(Saved entries)
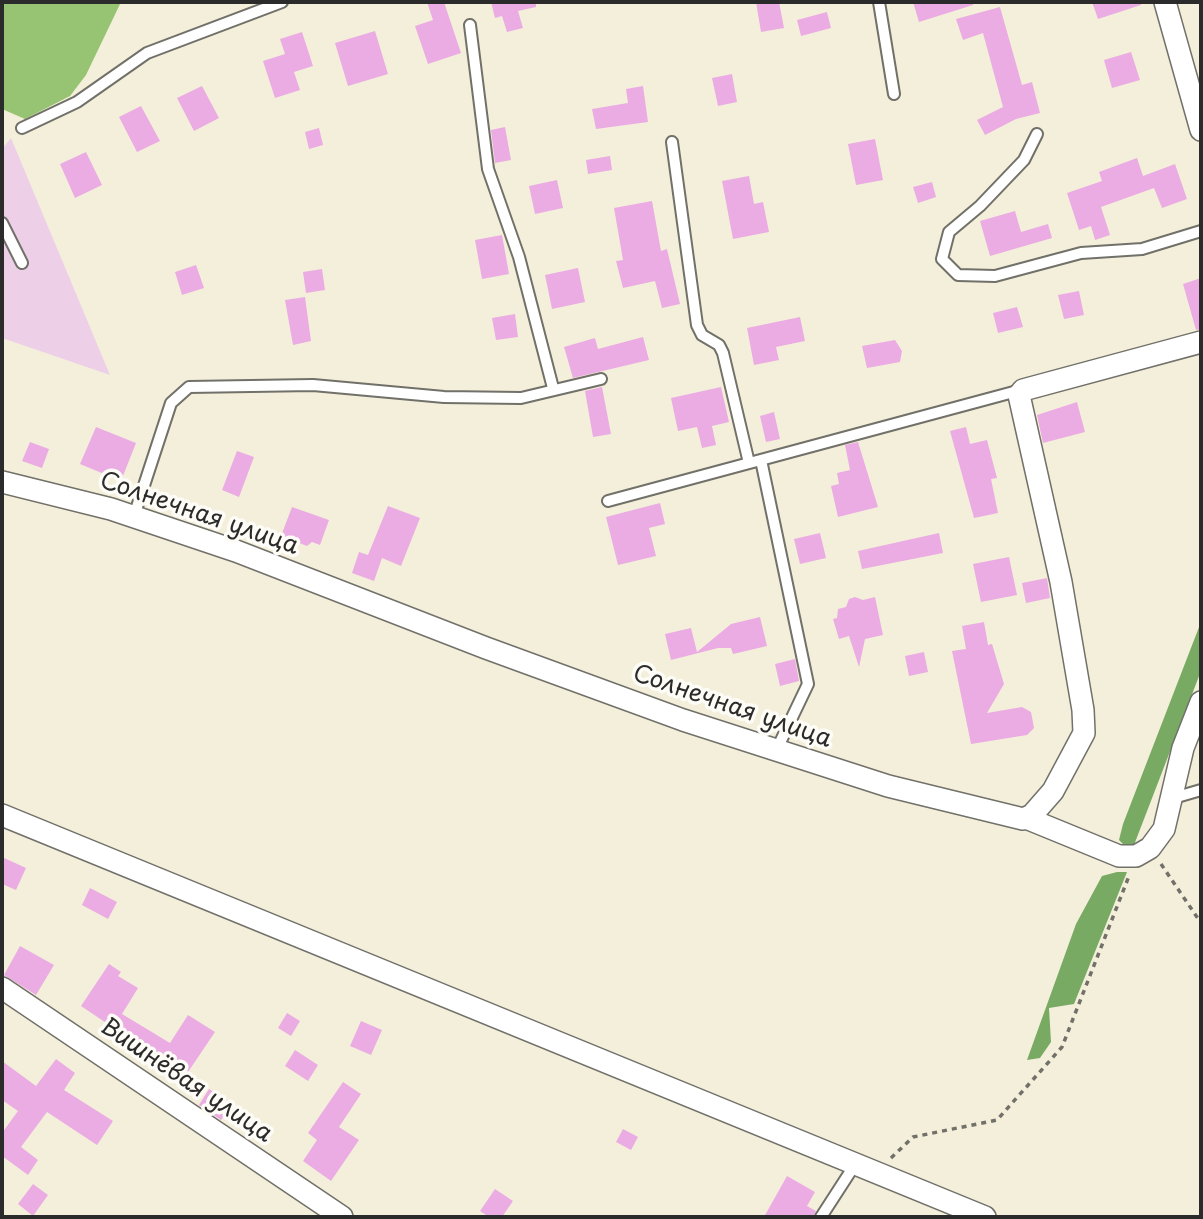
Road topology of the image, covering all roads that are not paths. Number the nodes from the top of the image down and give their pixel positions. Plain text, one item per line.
1 (282, 2) edge
2 (879, 2) edge
3 (1165, 2) edge
4 (470, 25) dead end
5 (894, 94) dead end
6 (22, 128) dead end
7 (1201, 130) edge
8 (1037, 134) dead end
9 (673, 142) dead end
10 (2, 223) edge
11 (1201, 231) edge
12 (22, 263) dead end
13 (1201, 342) edge
14 (601, 379) dead end
15 (553, 388) junction
16 (1021, 392) junction
17 (755, 461) junction
18 (2, 482) edge
19 (608, 501) dead end
20 (134, 516) junction
21 (1201, 702) edge
22 (776, 751) junction
23 (1201, 790) edge
24 (1170, 799) junction
25 (2, 815) edge
26 (1026, 818) junction
27 (2, 988) edge
28 (864, 1170) junction
29 (342, 1217) edge
30 (821, 1217) edge
31 (985, 1217) edge

1 - 6 lane
2 - 5 lane
3 - 7 street
4 - 15 lane
8 - 11 lane
9 - 17 lane
10 - 12 lane
13 - 16 street
14 - 15 lane
15 - 20 lane
16 - 17 lane
16 - 26 street
17 - 19 lane
17 - 22 lane
18 - 20 street, Солнечная улица
20 - 22 street, Солнечная улица
21 - 24 street
22 - 26 street, Солнечная улица
23 - 24 lane
24 - 26 street, Солнечная улица
25 - 28 street
27 - 29 street, Вишнёвая улица
28 - 30 lane
28 - 31 street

Your objective → Leave the images out and transcribe the remaining data above word for word.

Answer section →
Road topology of the image, covering all roads that are not paths. Number the nodes from the top of the image down and give their pixel positions. Plain text, one item per line.
1 (282, 2) edge
2 (879, 2) edge
3 (1165, 2) edge
4 (470, 25) dead end
5 (894, 94) dead end
6 (22, 128) dead end
7 (1201, 130) edge
8 (1037, 134) dead end
9 (673, 142) dead end
10 (2, 223) edge
11 (1201, 231) edge
12 (22, 263) dead end
13 (1201, 342) edge
14 (601, 379) dead end
15 (553, 388) junction
16 (1021, 392) junction
17 (755, 461) junction
18 (2, 482) edge
19 (608, 501) dead end
20 (134, 516) junction
21 (1201, 702) edge
22 (776, 751) junction
23 (1201, 790) edge
24 (1170, 799) junction
25 (2, 815) edge
26 (1026, 818) junction
27 (2, 988) edge
28 (864, 1170) junction
29 (342, 1217) edge
30 (821, 1217) edge
31 (985, 1217) edge

1 - 6 lane
2 - 5 lane
3 - 7 street
4 - 15 lane
8 - 11 lane
9 - 17 lane
10 - 12 lane
13 - 16 street
14 - 15 lane
15 - 20 lane
16 - 17 lane
16 - 26 street
17 - 19 lane
17 - 22 lane
18 - 20 street, Солнечная улица
20 - 22 street, Солнечная улица
21 - 24 street
22 - 26 street, Солнечная улица
23 - 24 lane
24 - 26 street, Солнечная улица
25 - 28 street
27 - 29 street, Вишнёвая улица
28 - 30 lane
28 - 31 street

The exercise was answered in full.